→ THE TASK: Every line of the entries with the word "this" in it should be shown.

→ THE DATA:
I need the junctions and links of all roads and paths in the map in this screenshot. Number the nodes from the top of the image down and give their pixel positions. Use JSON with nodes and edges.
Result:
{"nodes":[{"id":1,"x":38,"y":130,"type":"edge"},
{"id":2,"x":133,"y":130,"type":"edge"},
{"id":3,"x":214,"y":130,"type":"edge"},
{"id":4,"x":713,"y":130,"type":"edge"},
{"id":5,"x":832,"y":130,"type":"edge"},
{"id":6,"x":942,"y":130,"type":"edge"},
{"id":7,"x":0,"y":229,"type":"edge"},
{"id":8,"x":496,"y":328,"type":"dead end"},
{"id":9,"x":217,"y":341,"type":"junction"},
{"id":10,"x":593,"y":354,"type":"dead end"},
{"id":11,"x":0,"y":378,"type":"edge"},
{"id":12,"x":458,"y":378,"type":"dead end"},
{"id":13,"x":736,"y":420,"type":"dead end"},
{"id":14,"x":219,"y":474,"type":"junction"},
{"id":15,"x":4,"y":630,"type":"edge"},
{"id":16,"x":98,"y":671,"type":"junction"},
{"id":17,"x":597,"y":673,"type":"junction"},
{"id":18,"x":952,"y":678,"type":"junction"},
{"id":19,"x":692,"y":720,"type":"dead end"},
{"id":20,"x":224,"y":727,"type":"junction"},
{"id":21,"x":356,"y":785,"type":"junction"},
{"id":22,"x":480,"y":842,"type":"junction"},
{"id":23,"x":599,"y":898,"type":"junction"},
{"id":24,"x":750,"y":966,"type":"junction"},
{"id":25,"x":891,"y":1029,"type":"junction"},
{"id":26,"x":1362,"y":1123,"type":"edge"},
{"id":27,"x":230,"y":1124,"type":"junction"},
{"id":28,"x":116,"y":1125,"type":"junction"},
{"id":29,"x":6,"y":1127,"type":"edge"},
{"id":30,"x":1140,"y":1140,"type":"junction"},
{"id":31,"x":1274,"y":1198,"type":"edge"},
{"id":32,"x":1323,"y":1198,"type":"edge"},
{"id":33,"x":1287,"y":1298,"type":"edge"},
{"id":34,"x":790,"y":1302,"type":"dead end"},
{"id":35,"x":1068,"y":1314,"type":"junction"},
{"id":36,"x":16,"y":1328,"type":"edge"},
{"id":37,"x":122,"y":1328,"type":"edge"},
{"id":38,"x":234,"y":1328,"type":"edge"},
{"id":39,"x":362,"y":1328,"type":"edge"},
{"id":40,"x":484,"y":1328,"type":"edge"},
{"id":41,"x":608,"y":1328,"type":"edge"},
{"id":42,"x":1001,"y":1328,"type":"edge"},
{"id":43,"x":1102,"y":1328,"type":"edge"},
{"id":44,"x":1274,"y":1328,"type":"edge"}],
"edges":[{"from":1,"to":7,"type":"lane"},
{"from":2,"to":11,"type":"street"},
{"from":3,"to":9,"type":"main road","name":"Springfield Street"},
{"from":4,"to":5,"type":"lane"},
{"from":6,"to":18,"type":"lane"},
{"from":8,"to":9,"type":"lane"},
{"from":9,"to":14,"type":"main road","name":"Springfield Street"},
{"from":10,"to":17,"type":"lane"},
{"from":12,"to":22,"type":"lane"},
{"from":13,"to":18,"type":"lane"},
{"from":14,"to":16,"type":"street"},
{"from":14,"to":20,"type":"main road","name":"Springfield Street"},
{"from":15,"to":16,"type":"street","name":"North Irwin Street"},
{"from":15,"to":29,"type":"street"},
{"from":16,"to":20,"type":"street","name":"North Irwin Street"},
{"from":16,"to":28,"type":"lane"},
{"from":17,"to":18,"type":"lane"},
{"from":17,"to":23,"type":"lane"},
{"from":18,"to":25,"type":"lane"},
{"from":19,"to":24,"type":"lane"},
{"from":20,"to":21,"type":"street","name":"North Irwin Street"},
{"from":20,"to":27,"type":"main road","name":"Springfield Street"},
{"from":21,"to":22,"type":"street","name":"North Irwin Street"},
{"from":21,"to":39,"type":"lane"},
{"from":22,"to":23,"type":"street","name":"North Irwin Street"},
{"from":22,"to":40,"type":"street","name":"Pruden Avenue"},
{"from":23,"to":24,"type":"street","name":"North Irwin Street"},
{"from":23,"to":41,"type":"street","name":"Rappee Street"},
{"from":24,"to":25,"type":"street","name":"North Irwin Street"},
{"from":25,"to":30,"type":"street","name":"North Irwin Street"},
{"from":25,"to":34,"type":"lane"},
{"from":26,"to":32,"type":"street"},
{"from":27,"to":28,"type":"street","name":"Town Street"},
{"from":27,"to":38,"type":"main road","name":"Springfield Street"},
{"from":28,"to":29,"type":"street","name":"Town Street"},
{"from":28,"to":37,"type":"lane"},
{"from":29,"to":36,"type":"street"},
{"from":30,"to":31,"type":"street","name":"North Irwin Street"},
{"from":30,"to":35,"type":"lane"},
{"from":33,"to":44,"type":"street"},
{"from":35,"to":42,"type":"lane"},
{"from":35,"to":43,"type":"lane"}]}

---

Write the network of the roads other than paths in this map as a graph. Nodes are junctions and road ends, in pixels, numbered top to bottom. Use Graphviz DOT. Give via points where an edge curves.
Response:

...

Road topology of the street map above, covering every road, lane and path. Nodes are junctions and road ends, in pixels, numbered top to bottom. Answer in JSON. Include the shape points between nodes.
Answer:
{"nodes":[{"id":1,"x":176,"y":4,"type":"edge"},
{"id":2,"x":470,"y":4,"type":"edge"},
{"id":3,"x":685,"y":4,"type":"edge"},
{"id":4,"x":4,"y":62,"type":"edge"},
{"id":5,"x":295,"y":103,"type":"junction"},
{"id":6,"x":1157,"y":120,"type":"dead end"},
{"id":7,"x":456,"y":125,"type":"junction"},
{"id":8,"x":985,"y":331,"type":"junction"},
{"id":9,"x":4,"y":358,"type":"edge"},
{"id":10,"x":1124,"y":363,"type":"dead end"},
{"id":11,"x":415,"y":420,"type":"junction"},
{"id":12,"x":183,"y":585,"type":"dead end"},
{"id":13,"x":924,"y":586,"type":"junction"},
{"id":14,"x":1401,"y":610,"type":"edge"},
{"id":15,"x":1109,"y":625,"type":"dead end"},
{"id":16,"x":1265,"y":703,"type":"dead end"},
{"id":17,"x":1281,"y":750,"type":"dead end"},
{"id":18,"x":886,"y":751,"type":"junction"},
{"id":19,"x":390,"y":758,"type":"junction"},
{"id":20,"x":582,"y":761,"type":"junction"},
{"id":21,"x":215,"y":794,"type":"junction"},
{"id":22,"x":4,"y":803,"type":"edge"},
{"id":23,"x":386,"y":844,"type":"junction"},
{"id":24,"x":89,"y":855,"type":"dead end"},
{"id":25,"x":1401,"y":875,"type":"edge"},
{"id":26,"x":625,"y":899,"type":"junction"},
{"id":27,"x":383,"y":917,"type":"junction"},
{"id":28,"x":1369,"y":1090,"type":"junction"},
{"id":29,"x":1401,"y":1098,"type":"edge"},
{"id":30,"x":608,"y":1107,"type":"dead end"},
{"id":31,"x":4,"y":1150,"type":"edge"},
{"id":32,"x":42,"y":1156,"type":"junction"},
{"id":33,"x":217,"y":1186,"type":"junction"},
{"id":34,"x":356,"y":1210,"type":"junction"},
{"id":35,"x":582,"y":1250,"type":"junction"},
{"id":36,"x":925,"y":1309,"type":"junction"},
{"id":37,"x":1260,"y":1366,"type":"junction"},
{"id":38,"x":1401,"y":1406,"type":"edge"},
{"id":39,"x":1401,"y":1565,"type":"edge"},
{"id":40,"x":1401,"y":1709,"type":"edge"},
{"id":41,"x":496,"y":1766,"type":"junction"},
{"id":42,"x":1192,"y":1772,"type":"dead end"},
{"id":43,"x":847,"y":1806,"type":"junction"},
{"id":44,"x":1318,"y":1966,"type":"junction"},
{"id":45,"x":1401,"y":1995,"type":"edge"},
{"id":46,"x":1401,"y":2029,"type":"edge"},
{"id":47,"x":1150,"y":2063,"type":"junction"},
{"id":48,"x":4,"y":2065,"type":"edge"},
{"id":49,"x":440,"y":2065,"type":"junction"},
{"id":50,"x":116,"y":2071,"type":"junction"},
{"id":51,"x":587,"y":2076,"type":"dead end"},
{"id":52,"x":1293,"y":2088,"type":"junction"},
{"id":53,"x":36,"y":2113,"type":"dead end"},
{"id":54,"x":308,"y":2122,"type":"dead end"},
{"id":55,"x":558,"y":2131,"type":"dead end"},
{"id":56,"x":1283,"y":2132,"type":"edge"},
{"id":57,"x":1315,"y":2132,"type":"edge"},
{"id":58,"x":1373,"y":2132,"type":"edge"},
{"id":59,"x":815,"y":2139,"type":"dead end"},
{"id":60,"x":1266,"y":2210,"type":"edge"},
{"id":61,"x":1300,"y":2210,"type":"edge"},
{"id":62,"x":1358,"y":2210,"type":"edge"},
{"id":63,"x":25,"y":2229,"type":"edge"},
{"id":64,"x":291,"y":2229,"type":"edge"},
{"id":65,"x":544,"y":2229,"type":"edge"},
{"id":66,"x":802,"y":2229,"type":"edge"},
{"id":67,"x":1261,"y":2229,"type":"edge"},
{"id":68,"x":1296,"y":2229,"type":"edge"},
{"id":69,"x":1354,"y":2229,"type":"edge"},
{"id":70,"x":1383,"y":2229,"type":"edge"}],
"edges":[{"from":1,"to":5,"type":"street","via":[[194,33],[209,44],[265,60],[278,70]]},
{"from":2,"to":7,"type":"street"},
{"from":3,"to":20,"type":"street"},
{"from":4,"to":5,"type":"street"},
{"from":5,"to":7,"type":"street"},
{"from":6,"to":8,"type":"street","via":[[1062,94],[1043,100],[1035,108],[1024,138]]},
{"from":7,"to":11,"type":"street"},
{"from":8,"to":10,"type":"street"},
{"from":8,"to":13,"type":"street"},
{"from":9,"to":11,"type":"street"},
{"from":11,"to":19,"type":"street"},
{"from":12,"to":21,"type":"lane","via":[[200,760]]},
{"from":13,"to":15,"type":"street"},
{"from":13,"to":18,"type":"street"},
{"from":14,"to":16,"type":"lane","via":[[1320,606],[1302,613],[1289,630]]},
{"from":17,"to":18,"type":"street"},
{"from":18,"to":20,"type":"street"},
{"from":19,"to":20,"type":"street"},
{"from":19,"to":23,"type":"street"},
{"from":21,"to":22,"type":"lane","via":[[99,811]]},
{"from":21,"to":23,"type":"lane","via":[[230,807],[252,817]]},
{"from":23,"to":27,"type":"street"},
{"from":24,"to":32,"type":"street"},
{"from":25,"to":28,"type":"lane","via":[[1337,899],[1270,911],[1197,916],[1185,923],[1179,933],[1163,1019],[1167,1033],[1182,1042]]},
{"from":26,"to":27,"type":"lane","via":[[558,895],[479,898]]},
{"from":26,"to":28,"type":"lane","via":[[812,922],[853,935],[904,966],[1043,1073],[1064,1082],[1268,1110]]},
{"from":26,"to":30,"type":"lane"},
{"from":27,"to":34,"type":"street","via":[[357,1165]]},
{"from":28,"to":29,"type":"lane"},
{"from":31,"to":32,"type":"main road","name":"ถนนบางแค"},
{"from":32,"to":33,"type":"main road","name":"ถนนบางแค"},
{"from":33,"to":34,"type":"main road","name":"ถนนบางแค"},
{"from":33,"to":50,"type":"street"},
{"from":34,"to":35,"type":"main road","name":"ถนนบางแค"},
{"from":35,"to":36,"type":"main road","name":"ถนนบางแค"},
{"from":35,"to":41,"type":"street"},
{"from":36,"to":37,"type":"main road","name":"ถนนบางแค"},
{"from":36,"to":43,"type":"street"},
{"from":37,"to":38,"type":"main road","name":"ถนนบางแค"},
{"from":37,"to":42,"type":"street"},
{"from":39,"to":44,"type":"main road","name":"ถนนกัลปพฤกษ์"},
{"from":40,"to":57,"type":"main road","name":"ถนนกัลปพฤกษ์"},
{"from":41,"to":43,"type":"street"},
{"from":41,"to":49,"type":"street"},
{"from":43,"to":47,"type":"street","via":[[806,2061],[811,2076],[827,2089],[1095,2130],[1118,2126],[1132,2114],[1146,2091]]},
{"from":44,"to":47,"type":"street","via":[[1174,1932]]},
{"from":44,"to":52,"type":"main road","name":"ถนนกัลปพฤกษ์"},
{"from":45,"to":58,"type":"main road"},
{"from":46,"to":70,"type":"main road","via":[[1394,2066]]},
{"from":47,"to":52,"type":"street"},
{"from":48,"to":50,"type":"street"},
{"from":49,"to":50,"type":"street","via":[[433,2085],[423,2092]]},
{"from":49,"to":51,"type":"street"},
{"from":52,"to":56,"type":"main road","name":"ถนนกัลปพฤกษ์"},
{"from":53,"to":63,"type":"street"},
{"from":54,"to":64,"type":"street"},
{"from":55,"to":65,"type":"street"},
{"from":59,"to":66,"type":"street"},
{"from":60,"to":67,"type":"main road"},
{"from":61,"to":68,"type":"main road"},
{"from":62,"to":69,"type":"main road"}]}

→ WRITTEN RESPONSE:
I need the junctions and links of all roads and paths in the map in this screenshot. Number the nodes from the top of the image down and give their pixel positions. Use JSON with nodes and edges.
Write the network of the roads other than paths in this map as a graph. Nodes are junctions and road ends, in pixels, numbered top to bottom. Use Graphviz DOT. Give via points where an edge curves.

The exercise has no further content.